Matthias Kern

Membre associé.e

SUJET ET DIRECTION DE THÈSE

L'amour du peuple. Esthétique populiste et imaginaire du populaire dans la culture française de l'entre-deux-guerres

Direction de thèse : Philippe Roussin et Roswitha Böhm

Thèse soutenue le 17 décembre 2019.

RÉSUMÉ DE LA THÈSE

La production culturelle de l’entre-deux-guerres se distingue par un intérêt renouvelé pour la représentation des enjeux sociaux qui troublent la vie quotidienne de la population française : le travail et la misère dans un espace de plus en plus urbanisé deviennent les sujets primordiaux dans la littérature, la photographie et le cinéma, notamment pendant la période entre 1928 et 1939. Face à la crise financière, les grèves ouvrières et l’essor du Front populaire, le champ artistique réagit avec un renouveau des formes de représentation réaliste qui doit aboutir à l’interrogation de la nature du ‘peuple’, des liens sociaux qui le déterminent et de la survie des traditions populaires pendant la modernisation des pratiques quotidiennes.   En littérature, un courant éphémère du roman domine les débats à partir de 1929 : le roman populiste, courant fondé dans un manifeste de Léon Lemonnier.
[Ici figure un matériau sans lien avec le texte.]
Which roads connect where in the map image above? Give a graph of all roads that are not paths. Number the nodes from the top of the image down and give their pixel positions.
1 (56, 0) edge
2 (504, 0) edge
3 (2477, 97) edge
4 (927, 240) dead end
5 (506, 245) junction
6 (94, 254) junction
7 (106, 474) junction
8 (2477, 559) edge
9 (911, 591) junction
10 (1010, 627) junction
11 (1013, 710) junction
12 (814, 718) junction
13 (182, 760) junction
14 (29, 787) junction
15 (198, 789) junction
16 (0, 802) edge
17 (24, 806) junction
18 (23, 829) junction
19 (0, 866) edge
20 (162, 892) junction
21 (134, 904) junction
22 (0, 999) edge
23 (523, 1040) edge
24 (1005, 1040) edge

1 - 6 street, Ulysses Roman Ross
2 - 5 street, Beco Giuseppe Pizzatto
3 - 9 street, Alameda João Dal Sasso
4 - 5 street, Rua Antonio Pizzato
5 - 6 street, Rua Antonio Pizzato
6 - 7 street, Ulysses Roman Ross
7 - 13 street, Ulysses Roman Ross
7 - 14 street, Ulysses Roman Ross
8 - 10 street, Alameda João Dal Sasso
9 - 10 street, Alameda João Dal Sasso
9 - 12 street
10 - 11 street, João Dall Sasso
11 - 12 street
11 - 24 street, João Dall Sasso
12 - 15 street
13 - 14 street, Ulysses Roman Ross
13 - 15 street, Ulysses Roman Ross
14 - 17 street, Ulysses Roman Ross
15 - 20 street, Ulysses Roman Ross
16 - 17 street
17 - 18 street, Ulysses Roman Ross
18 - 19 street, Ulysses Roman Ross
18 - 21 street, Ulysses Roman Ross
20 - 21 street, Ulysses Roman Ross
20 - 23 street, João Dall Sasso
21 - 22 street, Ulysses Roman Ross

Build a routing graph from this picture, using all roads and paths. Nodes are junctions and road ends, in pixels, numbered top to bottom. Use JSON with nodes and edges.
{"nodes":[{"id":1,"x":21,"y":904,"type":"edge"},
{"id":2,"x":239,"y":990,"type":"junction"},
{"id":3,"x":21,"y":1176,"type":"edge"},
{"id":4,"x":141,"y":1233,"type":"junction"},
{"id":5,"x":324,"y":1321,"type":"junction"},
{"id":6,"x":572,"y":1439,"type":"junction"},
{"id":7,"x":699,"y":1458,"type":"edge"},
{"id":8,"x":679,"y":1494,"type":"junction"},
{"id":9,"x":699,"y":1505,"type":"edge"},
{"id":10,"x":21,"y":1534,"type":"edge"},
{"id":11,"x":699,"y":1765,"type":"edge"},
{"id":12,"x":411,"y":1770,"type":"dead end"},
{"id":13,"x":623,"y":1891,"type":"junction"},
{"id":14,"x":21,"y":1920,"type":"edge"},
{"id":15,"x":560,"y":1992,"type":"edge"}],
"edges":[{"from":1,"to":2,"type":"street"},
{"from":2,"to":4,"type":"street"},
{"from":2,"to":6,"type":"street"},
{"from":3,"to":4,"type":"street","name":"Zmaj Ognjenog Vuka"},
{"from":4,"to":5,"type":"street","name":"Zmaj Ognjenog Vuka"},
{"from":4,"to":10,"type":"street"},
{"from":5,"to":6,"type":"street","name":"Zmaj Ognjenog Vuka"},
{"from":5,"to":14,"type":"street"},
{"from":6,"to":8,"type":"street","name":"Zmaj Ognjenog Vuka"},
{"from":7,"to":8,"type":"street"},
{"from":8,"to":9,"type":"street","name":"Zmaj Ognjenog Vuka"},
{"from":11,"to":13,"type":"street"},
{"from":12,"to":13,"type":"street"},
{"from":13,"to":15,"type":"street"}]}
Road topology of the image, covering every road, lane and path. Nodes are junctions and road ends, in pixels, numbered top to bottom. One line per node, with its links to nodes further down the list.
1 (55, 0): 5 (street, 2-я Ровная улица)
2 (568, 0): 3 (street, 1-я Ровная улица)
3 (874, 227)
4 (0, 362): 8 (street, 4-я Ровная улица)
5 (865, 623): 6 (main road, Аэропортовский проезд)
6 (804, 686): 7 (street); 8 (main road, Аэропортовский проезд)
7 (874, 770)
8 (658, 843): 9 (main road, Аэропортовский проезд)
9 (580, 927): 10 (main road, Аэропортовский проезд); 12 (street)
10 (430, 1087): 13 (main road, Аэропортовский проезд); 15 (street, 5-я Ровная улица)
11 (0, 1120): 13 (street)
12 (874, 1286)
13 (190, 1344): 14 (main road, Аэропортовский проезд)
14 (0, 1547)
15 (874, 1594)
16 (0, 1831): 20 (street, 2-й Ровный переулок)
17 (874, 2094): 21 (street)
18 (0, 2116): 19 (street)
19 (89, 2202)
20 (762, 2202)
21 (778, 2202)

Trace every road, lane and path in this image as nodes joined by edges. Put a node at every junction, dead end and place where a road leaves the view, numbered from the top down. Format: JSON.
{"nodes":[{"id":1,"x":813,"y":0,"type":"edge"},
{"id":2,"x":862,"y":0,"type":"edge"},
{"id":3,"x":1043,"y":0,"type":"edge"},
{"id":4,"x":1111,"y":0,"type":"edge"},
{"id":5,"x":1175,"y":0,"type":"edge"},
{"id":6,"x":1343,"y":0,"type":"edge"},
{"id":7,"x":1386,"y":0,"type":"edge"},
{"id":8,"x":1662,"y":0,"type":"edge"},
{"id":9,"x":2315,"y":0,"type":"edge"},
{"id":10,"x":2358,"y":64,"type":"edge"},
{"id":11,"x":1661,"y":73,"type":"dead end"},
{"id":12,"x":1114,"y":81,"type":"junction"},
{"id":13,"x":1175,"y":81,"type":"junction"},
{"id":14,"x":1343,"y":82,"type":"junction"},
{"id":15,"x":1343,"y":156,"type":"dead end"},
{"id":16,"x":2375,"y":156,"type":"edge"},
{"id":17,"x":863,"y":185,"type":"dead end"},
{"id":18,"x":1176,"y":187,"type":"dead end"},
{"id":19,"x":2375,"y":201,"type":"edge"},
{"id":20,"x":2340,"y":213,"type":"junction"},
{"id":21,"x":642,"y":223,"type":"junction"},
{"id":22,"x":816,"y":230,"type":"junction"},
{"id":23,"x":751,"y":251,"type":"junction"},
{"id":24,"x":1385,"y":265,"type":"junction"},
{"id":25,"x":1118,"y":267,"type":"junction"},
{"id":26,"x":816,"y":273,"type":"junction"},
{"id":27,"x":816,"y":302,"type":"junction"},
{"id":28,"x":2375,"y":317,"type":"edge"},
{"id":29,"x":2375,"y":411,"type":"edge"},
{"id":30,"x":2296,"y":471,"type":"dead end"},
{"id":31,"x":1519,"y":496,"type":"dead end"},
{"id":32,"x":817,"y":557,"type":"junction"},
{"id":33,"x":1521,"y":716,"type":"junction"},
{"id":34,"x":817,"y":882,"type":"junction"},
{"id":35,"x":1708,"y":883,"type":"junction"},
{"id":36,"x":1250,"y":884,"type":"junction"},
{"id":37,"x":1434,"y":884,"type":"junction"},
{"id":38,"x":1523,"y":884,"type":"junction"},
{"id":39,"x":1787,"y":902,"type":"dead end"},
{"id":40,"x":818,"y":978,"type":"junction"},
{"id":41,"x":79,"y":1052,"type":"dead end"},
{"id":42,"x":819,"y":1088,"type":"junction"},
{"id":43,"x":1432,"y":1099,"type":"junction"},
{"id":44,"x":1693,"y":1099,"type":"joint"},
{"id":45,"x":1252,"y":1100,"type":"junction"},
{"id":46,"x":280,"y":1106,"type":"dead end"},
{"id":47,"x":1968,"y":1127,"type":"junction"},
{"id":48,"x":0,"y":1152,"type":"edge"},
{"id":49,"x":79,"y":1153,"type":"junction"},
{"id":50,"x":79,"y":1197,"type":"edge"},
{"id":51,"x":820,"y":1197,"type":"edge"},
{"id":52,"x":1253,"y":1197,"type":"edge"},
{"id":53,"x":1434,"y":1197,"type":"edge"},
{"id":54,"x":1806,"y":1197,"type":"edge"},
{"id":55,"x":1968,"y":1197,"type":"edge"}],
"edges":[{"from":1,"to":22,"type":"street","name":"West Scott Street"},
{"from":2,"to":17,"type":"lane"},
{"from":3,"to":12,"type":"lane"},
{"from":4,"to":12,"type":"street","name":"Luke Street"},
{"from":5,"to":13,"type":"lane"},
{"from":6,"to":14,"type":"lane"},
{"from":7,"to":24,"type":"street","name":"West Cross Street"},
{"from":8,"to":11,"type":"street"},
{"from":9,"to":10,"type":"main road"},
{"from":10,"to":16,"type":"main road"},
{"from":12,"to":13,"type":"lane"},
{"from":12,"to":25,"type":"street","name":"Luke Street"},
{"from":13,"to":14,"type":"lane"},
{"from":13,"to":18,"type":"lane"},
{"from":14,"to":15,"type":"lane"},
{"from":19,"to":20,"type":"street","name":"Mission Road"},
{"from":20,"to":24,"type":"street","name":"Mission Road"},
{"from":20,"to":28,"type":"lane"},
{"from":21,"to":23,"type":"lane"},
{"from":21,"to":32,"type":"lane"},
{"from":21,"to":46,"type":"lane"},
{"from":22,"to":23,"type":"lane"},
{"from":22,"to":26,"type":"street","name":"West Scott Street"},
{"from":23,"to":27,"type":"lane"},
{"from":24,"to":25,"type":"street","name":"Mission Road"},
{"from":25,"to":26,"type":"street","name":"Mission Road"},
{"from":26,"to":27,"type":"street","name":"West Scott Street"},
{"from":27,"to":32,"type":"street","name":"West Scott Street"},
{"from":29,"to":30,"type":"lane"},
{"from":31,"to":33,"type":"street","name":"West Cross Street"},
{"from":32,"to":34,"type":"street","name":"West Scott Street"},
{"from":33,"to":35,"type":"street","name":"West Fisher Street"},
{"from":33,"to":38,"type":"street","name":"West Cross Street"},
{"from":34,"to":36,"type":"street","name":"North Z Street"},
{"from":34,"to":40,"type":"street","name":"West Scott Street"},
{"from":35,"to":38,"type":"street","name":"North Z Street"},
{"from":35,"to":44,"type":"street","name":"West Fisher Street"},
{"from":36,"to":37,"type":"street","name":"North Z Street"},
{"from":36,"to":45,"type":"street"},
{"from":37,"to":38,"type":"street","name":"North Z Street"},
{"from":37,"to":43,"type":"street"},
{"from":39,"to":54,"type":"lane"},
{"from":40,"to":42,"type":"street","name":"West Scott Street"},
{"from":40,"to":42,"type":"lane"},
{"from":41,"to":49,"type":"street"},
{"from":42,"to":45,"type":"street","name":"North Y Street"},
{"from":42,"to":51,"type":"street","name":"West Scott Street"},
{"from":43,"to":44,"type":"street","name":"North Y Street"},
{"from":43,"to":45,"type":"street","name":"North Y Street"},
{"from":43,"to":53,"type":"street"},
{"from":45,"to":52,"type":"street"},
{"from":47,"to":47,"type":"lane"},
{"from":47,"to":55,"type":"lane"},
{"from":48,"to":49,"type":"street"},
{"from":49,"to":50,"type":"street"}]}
Il devient rapidement la toile de fond d’une discussion sur le besoin de renouveler le roman réaliste et naturaliste. Simultanément, le groupe de la littérature prolétarienne autour d’Henry Poulaille se réclame de la même volonté en donnant la voix aux ouvriers. Les deux groupes, ainsi que beaucoup d’autres auteurs qui se rapprochent du populisme littéraire, réclament un renouveau du roman par le biais de la description du ‘peuple’ et de ses conditions de vie. La notion de ‘peuple’ s’oppose, dans ce contexte, à la bourgeoisie et ses écritures ‘psychologique’ et ‘snobiste’. Recourir au ‘peuple’ signifie donc avant tout une certaine esthétique anti-bourgeoise, mais – contrairement aux avant-gardes – également antimoderne, créant l’imaginaire d’une normalité marqué par la pauvreté qui devrait correspondre à l’expérience de la majorité de la population française. La thèse présente cherche à dégager d’abord les éléments d’un tel imaginaire du ‘peuple’ en s’appuyant sur la critique artistique ainsi que sur l’analyse de plusieurs romans de la nébuleuse du roman populiste : Pierre Mac Orlan, Eugène Dabit, André Thérive, Marcel Aymé et Henry Poulaille. Elle montre ensuite la survie des éléments esthétiques du populisme dans le film du réalisme poétique et dans la photographie documentaire qui donne naissance à la photographie humaniste. Ce faisant, ce travail représente une contribution sociocritique à l’histoire des idées de l’entre-deux-guerres français et signale les pièges idéologiques d’une esthétisation de termes comme ‘petites gens’ et du ‘peuple’.